Restrict memory available to an executing kernel

Open abrown opened this issue 4 years ago • 1 comments

The current API has functions (i.e. create_buffer, read_buffer, write_buffer) that define what memory should be accessible to a parallel kernel. The current API also allows any function in a module to become a parallel function; there is no mechanism in the API for restricting the chosen kernel from attempting to access addresses of the Wasm module's memory that may be outside the passed buffers (e.g. i32.load (i32.const 0x42)). The proof-of-concept implementation makes no effort to do this kind of restriction for kernels that run on the CPU; GPU kernels are a different story.
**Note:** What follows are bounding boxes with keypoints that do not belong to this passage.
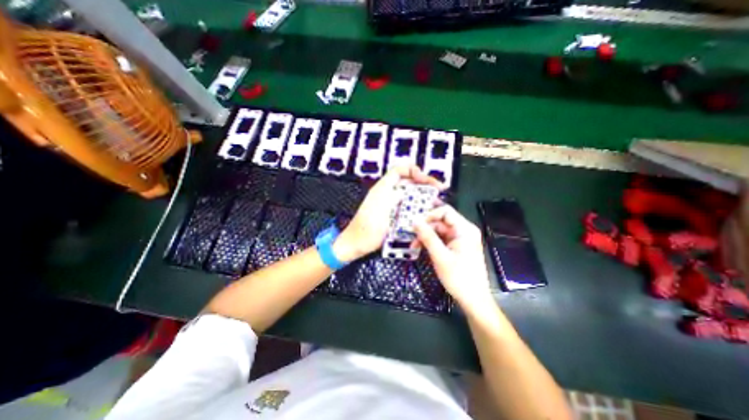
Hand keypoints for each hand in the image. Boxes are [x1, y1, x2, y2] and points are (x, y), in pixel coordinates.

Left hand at [336, 165, 443, 259]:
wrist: (357, 243)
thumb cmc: (367, 227)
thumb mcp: (380, 208)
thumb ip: (394, 195)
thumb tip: (409, 186)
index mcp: (383, 188)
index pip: (400, 170)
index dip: (415, 171)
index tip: (427, 181)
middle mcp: (388, 193)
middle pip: (409, 182)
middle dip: (424, 183)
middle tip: (439, 191)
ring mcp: (391, 204)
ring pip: (410, 195)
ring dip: (424, 196)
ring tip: (436, 202)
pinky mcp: (393, 215)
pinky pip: (408, 207)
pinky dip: (418, 207)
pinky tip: (426, 212)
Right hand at [415, 205, 492, 306]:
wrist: (473, 299)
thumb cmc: (458, 277)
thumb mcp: (440, 256)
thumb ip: (427, 237)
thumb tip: (414, 220)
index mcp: (464, 229)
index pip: (445, 212)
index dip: (429, 215)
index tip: (416, 225)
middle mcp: (464, 231)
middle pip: (441, 221)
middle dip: (425, 228)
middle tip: (411, 237)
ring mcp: (460, 239)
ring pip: (439, 231)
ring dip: (426, 237)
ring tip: (414, 246)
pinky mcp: (457, 247)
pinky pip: (442, 239)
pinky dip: (431, 243)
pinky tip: (421, 249)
This issue is for discussing various proposals to the question: how do we restrict the memory accessible to the kernel?

Sep 09 '21 20:09 abrown

This comment by @lukewagner has been moved verbatim from https://github.com/abrown/wasi-parallel-spec/issues/4#issuecomment-912900861 as a part of moving the spec repository:

One possible direction is to use the module-linking proposal to pass the kernels into wasi-parallel as uninstantiated modules that wasi-parallel can instantiate as many times as it wants, with each instance getting its own disjoint unshared linear memory. Using the existing text format described in the module-linking explainer (which will look somewhat different in the future as module-linking is factored out of core wasm, but the concepts will be the same), a sketch of a client module would look like:

(module $Client
  (import "wasi-parallel" (module $WasiParallel
    (import "kernel" (module
      (export "kernel_run" (func ....)
    ))
    (export "run" (func ...))
  ))
  (module $Kernel1
    (func (export "kernel_run") ...)
  )
  (instance $parallel1 (instantiate $WasiParallel
    (import "kernel" (module $Kernel1))
  ))
  (module $Kernel2
    (func (export "kernel_run") ...
  ))
  (instance $parallel2 (instantiate $WasiParallel
    (import "kernel" (module $Kernel2))
  ))
  (func (export "run_all")
    (call (func $parallel1 "run") ...)
    (call (func $parallel2 "run") ...)
  )
)

The idea here is:

The imported $WasiParallel module is implemented by the host runtime.
The $Client module supplies its kernel modules ($Kernel1 and $Kernel2) to $WasiParallel using instantiate once for each kernel, producing two instances of $WasiParallel.
The $Client can trigger actual parallel execution of its kernel functions by invoking the run export of $WasiParallel on the appropriate instance.
At runtime, $WasiParallel can create as many or few instances of the given kernel module as it wants, based on the number of cores, etc. This allows each kernel to have its own unshared memory.

What's nice about this approach is, without running it, the runtime can statically identify the kernels and, if necessary, compile them specially AOT.

That being said, if you were to focus exclusively on running on many cc-NUMA cores, then this approach might be overkill and a funcref closing over a single instance with shared memory might be fine. (Technically, we need to extend core wasm to add a shared funcref and add shared to all the other kinds of instance state (viz., globals, tables) so that this sharing of a funcref is thread-safe, as described here.) In that case, all the parallel threads will be running code operating on the shared linear memory, but that might be fine or even desirable, depending on what you want.

Sep 09 '21 20:09 abrown